Gadis itu berusaha membuka kedua matanya, dan melanjutkan fokusnya pada pelajaran di hadapannya.
Jika ia tidak mendapatkan nilai yang sempurna, serta laporan kelakuan baik dari sekolahnya, maka ia akan kembali mendapatkan rasa sakit di tubuhnya.
Cklek.
Tiba-tiba, Noella mendengar suara pintu kamarnya yang terbuka. Ia menengok dengan perasaan yang gusar luar biasa, ketika seorang laki-laki masuk ke dalam.
Noella mengira itu adalah ayah tirinya, yang datang untuk memeriksa apakah dirinya masih belajar atau tidak.
Namun ternyata bukan. Itu bukan ayahnya.
"K-kak Noah..?"
Noella yang saat itu masih berusia dua belas tahun, segera berdiri dan berjalan menghampiri kakaknya, satu-satunya orang yang bisa jadi tempatnya mengadu, satu-satunya orang yang membuatnya bersemangat menjalani hari-harinya.
Namun Noah juga sama seperti kebanyakan lainnya, ia adalah orang yang sering pergi darinya, dan hampir tak pernah memiliki waktu bersamanya.
"Jam berapa ini? kenapa masih belajar?"
Noah yang saat itu berusia empat belas tahun, bertanya pada Noella. Ia melihat adiknya yang berdiri di depannya saat ini.
"Kak Noah habis dari mana? kenapa pulang malem terus? kalo ketauan papa gimana?" tanya Noella, menunjukkan wajah penasaran.
"Gak ketauan, mama sama papa kan lagi ke luar kota."
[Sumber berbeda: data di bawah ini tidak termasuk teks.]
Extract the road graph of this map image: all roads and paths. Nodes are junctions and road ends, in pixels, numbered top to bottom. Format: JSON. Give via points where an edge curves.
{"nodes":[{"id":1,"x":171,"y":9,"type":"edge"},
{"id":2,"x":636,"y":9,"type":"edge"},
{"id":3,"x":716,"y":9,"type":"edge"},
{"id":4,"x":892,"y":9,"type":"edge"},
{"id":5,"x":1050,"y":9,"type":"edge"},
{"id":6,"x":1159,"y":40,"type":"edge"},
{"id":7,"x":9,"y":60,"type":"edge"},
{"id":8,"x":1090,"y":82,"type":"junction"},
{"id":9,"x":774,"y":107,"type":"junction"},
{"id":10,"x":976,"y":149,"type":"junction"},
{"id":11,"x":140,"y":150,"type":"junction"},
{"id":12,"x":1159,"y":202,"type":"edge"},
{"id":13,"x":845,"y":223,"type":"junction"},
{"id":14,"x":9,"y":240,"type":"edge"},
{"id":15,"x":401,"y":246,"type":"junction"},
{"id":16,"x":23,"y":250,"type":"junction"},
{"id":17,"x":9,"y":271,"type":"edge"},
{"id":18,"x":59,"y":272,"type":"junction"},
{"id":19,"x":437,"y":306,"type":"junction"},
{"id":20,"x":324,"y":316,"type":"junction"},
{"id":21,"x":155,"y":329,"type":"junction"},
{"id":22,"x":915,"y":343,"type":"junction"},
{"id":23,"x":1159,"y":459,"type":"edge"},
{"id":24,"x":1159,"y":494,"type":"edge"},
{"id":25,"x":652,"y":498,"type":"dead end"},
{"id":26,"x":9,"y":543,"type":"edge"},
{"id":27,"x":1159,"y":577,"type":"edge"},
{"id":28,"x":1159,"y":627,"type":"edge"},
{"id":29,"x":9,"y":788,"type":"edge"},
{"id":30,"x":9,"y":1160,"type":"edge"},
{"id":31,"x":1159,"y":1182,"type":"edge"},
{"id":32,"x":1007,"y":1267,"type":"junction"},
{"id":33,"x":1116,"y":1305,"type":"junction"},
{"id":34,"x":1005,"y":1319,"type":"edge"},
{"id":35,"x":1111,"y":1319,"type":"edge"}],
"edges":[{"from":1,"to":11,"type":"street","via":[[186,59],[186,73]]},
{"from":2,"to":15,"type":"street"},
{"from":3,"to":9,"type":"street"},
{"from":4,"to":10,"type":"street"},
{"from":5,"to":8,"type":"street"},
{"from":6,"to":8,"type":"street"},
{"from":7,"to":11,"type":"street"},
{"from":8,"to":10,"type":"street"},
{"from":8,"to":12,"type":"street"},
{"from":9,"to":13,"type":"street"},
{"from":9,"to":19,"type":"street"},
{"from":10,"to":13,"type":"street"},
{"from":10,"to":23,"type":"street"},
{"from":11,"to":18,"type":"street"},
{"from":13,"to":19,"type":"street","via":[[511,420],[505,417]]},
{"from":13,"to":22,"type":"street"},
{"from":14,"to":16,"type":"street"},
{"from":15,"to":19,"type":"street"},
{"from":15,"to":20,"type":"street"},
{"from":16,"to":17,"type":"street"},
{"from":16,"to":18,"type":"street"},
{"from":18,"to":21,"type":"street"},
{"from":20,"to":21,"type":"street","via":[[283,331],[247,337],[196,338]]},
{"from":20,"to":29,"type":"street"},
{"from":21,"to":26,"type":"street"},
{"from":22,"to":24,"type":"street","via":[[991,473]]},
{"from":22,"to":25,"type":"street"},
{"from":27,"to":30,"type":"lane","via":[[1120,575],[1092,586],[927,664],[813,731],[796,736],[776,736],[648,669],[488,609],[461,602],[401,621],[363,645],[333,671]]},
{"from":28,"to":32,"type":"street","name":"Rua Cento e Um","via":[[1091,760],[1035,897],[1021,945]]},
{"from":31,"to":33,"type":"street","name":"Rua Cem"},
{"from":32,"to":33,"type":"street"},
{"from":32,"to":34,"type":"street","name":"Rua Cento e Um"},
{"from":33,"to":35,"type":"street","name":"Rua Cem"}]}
"Tapi kan ada bibi yang ngawasin."
"Bibi udah tidur."
Noella seketika terdiam dan menelan ludah. Ia melihat wajah kakaknya yang banyak dihiasi memar. Noah juga selalu terlihat kelelahan tiap pulang ke rumah.
Noella tidak tahu apa yang dilakukan kakaknya. Ia juga tidak pernah memberitahu Noella apa yang dilakukannya.
Kini Noah berjalan, ke arah jendela kamar Noella yang letaknya di lantai dua. Ia melihat ke arah luar, dan menyadari betapa sepinya area komplek perumahaan ini sekarang.
"Kita berangkat malem ini."
Noah berucap, membuat Noella tersentak. "B-berangkat?" ucapnya.
Noella melihat kakaknya yang tak menjawabnya, dan malah berjalan ke arah lemari bukunya untuk mengambil tas sekolahnya.
Noah mulai memasukkan semua buku dan keperluan sekolah Noella, segala hal yang ia perlukan demi kelanjutan pendidikannya. Setelah itu Noah juga memasukkan beberapa pakaian, tidak banyak agar mereka tidak perlu kesulitan membawanya.
KAMU SEDANG MEMBACA
Noah's Girlfriend
RomanceLaki-laki itu memiliki postur tubuh yang tinggi dan besar. Rahangnya tajam bahkan ketika dilihat dari depan. Rambutnya juga pendek seolah dirinya adalah bagian dari anggota kepolisian. Ia sama sekali tidak cocok berperan sebagai anak SMA, batin Evel...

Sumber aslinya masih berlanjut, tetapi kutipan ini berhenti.